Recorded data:
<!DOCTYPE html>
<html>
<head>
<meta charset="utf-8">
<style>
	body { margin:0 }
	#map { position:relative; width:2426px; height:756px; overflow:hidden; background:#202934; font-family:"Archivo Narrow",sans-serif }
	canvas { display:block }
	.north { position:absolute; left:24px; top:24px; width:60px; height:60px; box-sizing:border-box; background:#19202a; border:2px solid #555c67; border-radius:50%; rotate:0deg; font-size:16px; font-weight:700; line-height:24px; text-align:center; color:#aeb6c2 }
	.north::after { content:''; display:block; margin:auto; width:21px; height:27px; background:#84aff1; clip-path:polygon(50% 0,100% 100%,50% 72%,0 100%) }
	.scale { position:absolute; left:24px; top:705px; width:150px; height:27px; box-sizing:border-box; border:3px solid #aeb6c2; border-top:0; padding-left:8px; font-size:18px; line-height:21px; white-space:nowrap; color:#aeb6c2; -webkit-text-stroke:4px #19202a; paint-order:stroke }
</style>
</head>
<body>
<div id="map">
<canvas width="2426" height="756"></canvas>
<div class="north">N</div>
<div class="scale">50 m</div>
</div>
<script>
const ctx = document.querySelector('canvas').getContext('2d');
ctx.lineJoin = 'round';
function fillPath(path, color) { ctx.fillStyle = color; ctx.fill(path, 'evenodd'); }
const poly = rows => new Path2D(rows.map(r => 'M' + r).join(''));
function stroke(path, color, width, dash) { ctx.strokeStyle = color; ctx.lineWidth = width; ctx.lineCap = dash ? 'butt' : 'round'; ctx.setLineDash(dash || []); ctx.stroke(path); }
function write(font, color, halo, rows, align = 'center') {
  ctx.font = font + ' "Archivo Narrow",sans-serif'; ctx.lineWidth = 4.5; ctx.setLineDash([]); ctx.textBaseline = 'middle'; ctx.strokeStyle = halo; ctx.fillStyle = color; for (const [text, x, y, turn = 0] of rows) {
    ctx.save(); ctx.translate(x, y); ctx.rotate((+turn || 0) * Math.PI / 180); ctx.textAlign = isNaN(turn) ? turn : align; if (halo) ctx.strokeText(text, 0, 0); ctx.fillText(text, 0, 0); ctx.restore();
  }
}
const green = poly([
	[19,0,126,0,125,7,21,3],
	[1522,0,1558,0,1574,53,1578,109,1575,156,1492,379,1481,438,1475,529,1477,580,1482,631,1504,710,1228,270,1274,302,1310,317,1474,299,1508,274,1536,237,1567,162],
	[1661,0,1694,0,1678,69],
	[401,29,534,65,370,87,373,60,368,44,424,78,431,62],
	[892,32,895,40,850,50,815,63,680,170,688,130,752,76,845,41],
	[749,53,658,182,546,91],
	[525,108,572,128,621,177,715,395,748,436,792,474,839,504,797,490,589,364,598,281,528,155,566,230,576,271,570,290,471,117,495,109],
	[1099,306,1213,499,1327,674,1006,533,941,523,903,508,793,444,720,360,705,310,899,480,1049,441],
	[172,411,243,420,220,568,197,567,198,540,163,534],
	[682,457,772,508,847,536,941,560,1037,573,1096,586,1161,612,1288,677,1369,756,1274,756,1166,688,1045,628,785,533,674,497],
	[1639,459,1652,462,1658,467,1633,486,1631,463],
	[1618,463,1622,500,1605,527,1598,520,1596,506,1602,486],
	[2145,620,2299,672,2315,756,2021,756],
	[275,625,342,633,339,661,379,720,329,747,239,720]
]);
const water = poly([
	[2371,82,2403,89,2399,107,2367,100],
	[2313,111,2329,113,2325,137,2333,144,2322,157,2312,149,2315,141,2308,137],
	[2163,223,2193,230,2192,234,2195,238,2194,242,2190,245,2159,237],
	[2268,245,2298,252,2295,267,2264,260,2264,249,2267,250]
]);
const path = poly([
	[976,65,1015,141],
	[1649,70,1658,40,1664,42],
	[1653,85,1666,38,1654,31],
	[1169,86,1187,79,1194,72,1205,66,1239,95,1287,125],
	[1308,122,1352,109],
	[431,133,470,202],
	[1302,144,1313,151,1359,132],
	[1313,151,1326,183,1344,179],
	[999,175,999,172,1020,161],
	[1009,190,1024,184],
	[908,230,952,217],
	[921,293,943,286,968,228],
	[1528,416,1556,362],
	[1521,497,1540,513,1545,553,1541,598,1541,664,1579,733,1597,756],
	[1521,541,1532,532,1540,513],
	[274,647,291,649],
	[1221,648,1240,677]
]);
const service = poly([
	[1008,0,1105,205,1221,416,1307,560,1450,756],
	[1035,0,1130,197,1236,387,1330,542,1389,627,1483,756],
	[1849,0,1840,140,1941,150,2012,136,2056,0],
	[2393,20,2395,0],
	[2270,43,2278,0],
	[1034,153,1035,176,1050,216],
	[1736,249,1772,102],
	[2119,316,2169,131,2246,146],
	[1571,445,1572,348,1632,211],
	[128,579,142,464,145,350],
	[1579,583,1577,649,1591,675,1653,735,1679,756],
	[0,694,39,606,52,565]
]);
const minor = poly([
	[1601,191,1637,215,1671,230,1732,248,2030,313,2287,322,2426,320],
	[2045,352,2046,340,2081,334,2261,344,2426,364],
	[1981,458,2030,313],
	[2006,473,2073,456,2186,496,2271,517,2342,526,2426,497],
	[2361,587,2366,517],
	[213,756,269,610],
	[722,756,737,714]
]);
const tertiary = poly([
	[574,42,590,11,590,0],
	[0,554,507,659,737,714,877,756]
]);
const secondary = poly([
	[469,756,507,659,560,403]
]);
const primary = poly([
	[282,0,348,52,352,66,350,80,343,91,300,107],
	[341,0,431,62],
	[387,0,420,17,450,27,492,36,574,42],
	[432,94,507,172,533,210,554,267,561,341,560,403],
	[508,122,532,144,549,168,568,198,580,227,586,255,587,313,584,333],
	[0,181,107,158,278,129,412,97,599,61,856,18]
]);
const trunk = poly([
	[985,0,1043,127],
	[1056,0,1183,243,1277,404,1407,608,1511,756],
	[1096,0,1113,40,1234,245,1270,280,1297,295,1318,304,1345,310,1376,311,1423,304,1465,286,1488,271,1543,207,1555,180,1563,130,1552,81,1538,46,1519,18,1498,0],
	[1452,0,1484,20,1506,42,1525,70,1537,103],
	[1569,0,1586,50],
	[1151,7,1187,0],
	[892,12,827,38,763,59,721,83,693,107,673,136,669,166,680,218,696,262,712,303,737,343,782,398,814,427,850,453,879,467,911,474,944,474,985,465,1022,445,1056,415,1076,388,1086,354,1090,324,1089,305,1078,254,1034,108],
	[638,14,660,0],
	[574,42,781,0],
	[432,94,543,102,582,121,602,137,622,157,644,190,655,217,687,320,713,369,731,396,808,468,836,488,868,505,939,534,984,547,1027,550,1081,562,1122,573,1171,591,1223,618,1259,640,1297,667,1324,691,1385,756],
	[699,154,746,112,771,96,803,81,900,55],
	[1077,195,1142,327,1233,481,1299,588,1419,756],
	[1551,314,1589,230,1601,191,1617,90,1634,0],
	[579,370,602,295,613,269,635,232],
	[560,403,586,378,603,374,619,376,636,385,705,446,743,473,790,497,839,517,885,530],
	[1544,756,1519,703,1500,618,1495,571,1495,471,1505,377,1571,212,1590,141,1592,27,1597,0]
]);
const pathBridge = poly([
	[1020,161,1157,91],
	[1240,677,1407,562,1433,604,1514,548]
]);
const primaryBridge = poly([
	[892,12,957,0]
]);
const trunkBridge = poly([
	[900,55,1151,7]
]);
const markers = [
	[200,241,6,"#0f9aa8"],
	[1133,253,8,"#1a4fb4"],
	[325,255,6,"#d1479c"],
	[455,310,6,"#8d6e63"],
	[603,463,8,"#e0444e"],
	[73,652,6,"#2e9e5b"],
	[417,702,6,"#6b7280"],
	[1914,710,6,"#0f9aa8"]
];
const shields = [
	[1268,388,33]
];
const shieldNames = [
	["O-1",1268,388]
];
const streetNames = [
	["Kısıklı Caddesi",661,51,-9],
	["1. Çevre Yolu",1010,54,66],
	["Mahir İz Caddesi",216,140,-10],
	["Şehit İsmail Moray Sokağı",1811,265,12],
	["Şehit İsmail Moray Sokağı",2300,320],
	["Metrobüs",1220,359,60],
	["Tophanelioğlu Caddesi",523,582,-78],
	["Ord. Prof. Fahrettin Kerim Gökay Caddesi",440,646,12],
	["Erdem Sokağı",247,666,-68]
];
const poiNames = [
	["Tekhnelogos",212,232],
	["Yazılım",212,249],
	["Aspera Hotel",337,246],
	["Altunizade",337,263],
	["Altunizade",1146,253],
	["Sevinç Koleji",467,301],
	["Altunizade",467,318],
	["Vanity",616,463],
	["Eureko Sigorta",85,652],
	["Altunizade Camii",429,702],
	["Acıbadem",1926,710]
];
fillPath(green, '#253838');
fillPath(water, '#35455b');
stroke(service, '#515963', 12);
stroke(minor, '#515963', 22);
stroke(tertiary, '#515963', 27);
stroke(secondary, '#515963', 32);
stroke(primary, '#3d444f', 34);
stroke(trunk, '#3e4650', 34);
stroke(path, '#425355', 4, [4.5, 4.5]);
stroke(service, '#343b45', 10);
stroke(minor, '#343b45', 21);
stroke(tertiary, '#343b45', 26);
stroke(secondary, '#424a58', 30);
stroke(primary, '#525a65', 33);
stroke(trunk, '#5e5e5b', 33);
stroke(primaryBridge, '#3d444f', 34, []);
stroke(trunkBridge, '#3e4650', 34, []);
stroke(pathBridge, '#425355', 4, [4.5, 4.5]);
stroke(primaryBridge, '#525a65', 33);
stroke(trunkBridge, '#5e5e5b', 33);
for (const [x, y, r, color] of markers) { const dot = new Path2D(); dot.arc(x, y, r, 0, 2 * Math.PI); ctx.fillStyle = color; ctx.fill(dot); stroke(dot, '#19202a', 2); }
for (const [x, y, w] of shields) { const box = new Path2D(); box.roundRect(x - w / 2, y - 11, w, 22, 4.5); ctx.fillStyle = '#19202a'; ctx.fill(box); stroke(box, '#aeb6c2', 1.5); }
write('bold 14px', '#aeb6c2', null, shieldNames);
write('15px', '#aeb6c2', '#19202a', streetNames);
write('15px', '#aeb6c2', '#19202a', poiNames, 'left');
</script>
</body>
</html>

_PROBLEM TO SOLVE_: Among the lines above, the ones holding the word "canvas" must be counted; only that count is to be given.

_RESPONSE_: 3